No caso da África do Sul, da Índia e do Brasil, a situação política é mais estável, mas também incerta. Os três países passarão por eleições gerais este ano, e o Brasil é o que mais permanece em banho-maria. “Dilma Rousseff tem que tomar algumas decisões difíceis, e é complicado para ela fazer isso e pedir votos ao mesmo tempo”, diz Amaya. As decisões às quais ele se refere estão ligadas, principalmente, à política fiscal, pivô do rebaixamento do rating brasileiro pela S&P.

Quando comparado aos pares do grupo de emergentes, no entanto, o Brasil preserva vantagens. “Acertou ao começar um ciclo gradual de aumento da taxa básica de juros no ano passado”, considera Amaya. Enquanto o governo brasileiro demorou mais de um ano para subir sua taxa de juros de 7,25% para os 11% atuais, a Turquia, por exemplo, a elevou em janeiro em uma tacada só: de 7,75% ao ano para 12%, com o intuito de conter a inflação, que alcançou 7,5% em 2013.

Sombrero americano
Nesse amontoado de emergentes que geram preocupação, o México ocupa um patamar privilegiado, ainda que os fundos voltados ao país também tenham sofrido resgates. O motivo é a forte ligação da economia com a do vizinho americano: 71% de suas exportações vão para lá. Como os Estados Unidos se recuperam e aceleram o ritmo de expansão econômica, nada mais natural do que voltar os olhos para quem mais negocia com eles. Além disso, incerteza política não é um problema por lá: as últimas eleições presidenciais foram em 2012, e as próximas ocorrerão apenas em 2018. “O México já fez suas escolhas”, comenta Hoguet.
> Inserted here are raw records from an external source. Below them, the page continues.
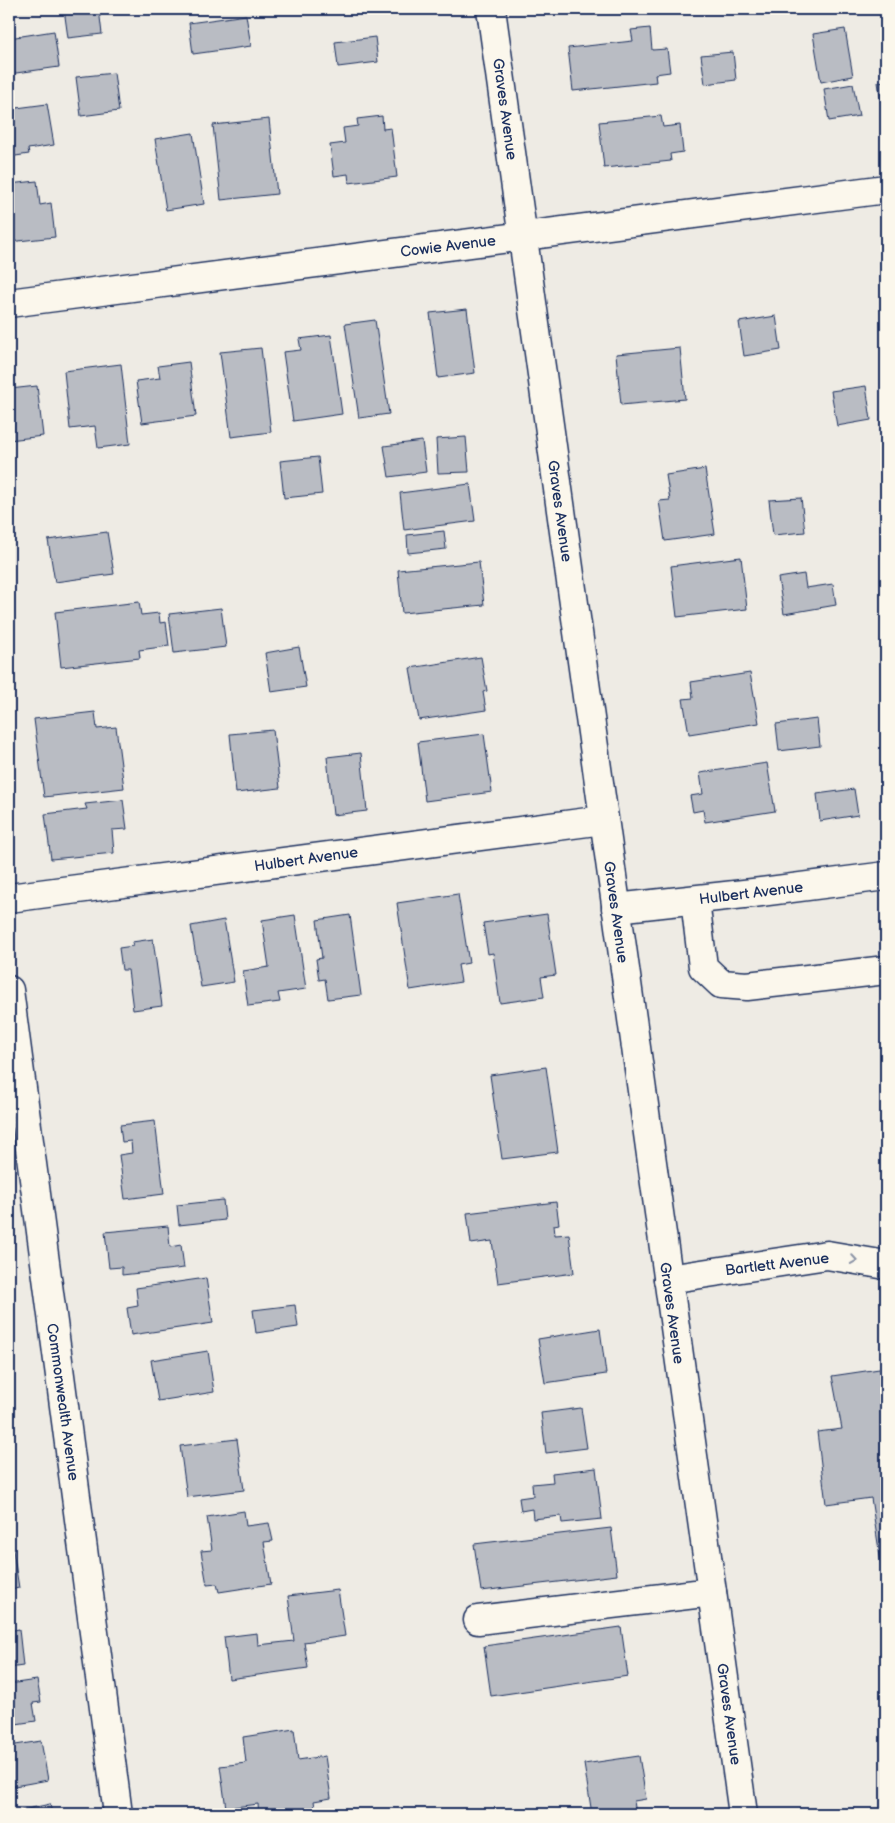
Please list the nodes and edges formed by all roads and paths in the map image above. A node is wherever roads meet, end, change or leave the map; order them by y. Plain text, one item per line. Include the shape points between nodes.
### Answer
1 (491, 9) edge
2 (886, 189) edge
3 (522, 237) junction
4 (9, 302) edge
5 (603, 820) junction
6 (886, 876) edge
7 (9, 898) edge
8 (696, 900) junction
9 (616, 908) junction
10 (886, 970) edge
11 (9, 990) edge
12 (886, 1265) edge
13 (668, 1279) junction
14 (712, 1592) junction
15 (478, 1620) dead end
16 (118, 1814) edge
17 (743, 1814) edge

1 - 3 street, Graves Avenue
2 - 3 street, Cowie Avenue
3 - 4 street, Cowie Avenue
3 - 5 street, Graves Avenue
5 - 7 street, Hulbert Avenue
5 - 9 street, Graves Avenue
6 - 8 street, Hulbert Avenue
8 - 9 street, Hulbert Avenue
8 - 10 street via 703,967 721,984 747,986
9 - 13 street, Graves Avenue
11 - 16 street, Commonwealth Avenue
13 -> 12 street, Bartlett Avenue via 827,1255
13 - 14 street, Graves Avenue
14 - 15 street
14 - 17 street, Graves Avenue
A sensação dos investidores com relação ao país, entretanto, é a mesma que eles reservavam a nós em 2010. O México tem promovido o aumento da renda da população mais pobre e registra um índice contido de desemprego (em torno de 5%, tão baixo quanto o brasileiro). Já o PIB per capita mexicano, de acordo com dados de 2011 do Fundo Monetário Internacional, é um pouco mais baixo que o nosso: US$ 10,2 mil, contra US$ 12,6 mil do Brasil. “O México é promissor. Todavia, se não entregar os resultados nos próximos anos, vai perder a atratividade da mesma forma que o Brasil”, avalia Nick Robinson, diretor dexinvestimentos em ações para o Brasil da escocesa Aberdeen Asset Management. Em 2013, a expansão do PIB mexicano foi de apenas 1,1%, abaixo do crescimento de 2,3% registrado pela economia brasileira.

Se for para seguir o exemplo de alguém, então, que seja o da Coreia do Sul. O país asiático não é mais uma promessa. Com economia forte e empresas sólidas, principalmente no setor de tecnologia, é visto como um porto seguro entre as nações que não ascenderam à categoria de desenvolvidas. O PIB coreano vem crescendo de forma consistente: 2,3% em 2012 e 3% em 2013. Além disso, apenas 3,4% dos cidadãos não têm emprego. A renda anual média dos sul-coreanos é de quase US$ 23 mil, nível próximo ao de muitos países desenvolvidos. Embora os fundos dedicados ao país também tenham registrado saídas (mais de US$ 1,5 bilhão em 2013), isso não desanima os investidores de longo prazo. “A Coreia do Sul tem um índice de poupança interna alto, o que ajuda a manter o nível de investimentos quando os estrangeiros vão embora”, afirma o estrategista Amaya, do J.P. Morgan. Enquanto Brasil e México registram taxa de poupança de, respectivamente, 21% e 16% do PIB, o país asiático tem 31%. Essa nave, Houston, está mais próxima de onde todos queremos chegar.